Further, the Vulgate can help bridge the gap between the Old and New Testaments. You have to breathe with both lungs as a Christian. You have to incorporate both the Old and New Testaments. Every Christian knows that concepts carry over from the Old Testament into the New—grace, the Spirit, hospitality, love, justification, and much more. To establish linguistic correspondences when studying those concepts, the Latin Vulgate is very helpful because, as I mentioned before, it’s linguistically unified.
You’re one of the editors working on the new Lexham Vulgate interlinear and reverse interlinear. Talk a little bit about what these are, and why Logos users should be excited for them.
The Lexham Latin-English Interlinear Vulgate Bible will include hand-tagged Latin lemmas, morphology, and English lexical glosses for both the New and the Old Testament. The benefits of this linguistic data go both ways: if you know some Latin, the interlinear will help you delve more deeply into the Vulgate, providing quick information on unfamiliar words or forms and helping you find out where and how particular words are used throughout Scripture; if you’re not proficient in Latin, the glosses allow you to search in English to discover the corresponding Latin words; then the lemma and morphology tags help you understand how the Latin is working, making it easy to tap into the Vulgate text and compare it, for example, to one of the many vernacular translations based on or influenced by the Vulgate (e.g. the Wycliffe Bible).
The Lexham Reverse Interlinear Vulgate Bible will be especially exciting if you are interested in textual criticism and original-language study. Bringing reverse interlinear functionality to the Latin Vulgate is a big deal. This new feature will give you the same kind of original-language information for Greek and Hebrew that you would get in your KJV reverse interlinear, but the “surface text” on the top line will be Latin rather than English and will come with complete Latin lemma and morphology tagging. Since the Vulgate has been one of the most historically influential translations of the Bible after the Septuagint, this is an important new contribution to the field of biblical studies. To my knowledge, there is no other Vulgate resource of this kind currently on the market.
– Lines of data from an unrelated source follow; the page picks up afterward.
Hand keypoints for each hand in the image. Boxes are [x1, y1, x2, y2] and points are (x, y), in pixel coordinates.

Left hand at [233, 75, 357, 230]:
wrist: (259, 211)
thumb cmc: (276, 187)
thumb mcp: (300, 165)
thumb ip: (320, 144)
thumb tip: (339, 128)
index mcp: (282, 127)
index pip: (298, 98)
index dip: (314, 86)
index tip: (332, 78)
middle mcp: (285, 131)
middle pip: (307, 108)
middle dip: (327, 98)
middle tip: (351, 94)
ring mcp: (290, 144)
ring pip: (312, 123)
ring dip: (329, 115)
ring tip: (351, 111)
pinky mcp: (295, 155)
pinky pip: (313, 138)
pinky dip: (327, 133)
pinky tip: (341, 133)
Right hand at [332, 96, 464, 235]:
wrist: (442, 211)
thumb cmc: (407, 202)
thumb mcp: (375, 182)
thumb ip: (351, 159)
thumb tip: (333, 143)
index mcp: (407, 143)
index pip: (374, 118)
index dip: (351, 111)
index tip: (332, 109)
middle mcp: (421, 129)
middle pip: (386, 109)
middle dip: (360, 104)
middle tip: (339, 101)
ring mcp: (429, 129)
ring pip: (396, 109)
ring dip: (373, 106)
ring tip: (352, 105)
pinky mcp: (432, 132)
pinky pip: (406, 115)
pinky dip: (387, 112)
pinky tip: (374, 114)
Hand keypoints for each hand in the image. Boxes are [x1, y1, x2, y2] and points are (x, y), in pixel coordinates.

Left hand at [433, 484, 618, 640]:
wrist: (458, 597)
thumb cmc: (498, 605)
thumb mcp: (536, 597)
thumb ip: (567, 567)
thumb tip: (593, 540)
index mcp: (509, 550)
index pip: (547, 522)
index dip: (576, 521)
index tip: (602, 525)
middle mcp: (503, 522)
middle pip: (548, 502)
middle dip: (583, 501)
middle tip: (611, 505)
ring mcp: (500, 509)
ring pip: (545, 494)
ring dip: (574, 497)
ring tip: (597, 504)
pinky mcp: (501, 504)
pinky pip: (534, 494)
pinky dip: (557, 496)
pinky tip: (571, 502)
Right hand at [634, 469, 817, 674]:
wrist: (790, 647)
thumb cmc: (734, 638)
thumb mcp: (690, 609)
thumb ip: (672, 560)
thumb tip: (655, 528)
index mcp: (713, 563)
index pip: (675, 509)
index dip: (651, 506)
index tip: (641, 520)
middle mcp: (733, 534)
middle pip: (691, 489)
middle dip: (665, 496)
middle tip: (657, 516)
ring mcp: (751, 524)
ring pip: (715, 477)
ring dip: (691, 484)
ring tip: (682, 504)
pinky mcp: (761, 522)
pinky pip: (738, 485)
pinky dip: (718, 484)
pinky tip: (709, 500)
That means you had to develop a Latin morphology to match the Greek and Hebrew morphology Logos already uses.
Yes. We already have well-established models for categorizing the morphology of Greek and Hebrew. That’s the data that drives the word studies and search functionality of Logos. It’s the kind of data that lets you run complex queries like, “Where does this word in this form appear throughout the Bible? How is it translated?” Those sorts of questions existed long before Bible software, of course, and we used some of the pre-existing morphological systems as we built Logos. But we now also have our own morphology for Greek and Hebrew. My task is to help refine a similar framework that we have developed for Latin morphology over the past few years.
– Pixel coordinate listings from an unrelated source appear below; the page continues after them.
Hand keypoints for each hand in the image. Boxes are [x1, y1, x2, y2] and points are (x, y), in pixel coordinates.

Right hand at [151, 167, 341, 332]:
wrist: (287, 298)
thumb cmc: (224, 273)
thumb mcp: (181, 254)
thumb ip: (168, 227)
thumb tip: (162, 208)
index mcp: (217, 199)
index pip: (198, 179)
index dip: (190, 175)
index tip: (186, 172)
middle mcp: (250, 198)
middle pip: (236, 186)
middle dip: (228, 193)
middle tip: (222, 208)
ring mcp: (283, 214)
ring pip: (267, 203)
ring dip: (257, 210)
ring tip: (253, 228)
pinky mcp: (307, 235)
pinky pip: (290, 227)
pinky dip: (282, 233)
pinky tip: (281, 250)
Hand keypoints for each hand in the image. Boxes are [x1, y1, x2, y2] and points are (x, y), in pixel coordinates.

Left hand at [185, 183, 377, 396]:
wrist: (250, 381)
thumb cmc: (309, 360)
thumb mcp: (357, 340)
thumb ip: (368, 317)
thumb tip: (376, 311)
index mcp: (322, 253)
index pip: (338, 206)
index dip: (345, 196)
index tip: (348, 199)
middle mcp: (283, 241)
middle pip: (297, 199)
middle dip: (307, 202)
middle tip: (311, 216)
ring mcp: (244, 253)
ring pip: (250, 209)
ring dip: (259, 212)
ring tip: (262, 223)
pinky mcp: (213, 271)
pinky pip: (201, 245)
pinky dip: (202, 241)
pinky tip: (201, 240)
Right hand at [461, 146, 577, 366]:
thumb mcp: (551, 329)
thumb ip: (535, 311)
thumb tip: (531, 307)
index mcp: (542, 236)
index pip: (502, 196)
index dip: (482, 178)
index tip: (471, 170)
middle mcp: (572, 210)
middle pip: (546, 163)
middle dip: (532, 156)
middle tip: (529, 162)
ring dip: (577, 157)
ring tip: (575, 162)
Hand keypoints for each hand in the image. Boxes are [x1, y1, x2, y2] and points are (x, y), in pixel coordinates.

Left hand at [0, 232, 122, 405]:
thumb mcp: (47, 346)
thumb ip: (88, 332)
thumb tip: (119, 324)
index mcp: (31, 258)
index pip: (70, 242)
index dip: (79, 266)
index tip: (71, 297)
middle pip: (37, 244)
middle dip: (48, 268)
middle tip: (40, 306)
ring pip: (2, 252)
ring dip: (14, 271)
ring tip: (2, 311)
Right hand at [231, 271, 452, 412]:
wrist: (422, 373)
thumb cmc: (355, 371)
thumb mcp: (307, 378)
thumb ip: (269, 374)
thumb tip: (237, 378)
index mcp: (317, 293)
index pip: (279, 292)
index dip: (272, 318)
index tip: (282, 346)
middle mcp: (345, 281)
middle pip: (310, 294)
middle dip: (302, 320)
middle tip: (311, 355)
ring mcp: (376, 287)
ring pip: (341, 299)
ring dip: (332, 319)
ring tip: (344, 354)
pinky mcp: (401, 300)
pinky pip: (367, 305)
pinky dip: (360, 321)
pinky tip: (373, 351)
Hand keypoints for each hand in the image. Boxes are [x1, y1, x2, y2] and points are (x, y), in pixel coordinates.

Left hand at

How will the work you’re doing now be applied in the future?
Well, obviously the Bible is the central text for what we do at Faithlife. So having Latin morphology integrated with the text of Scripture will be huge for us. Our Latin morphology, though, can also be carried over and applied to other Latin resources in the future—the framework will all be there. I wish I had had the language-study tools that our software provides when I was a Latin student digging into Virgil’s Aeneid for the first time. These tools have a lot to offer people reading and studying texts of all kinds.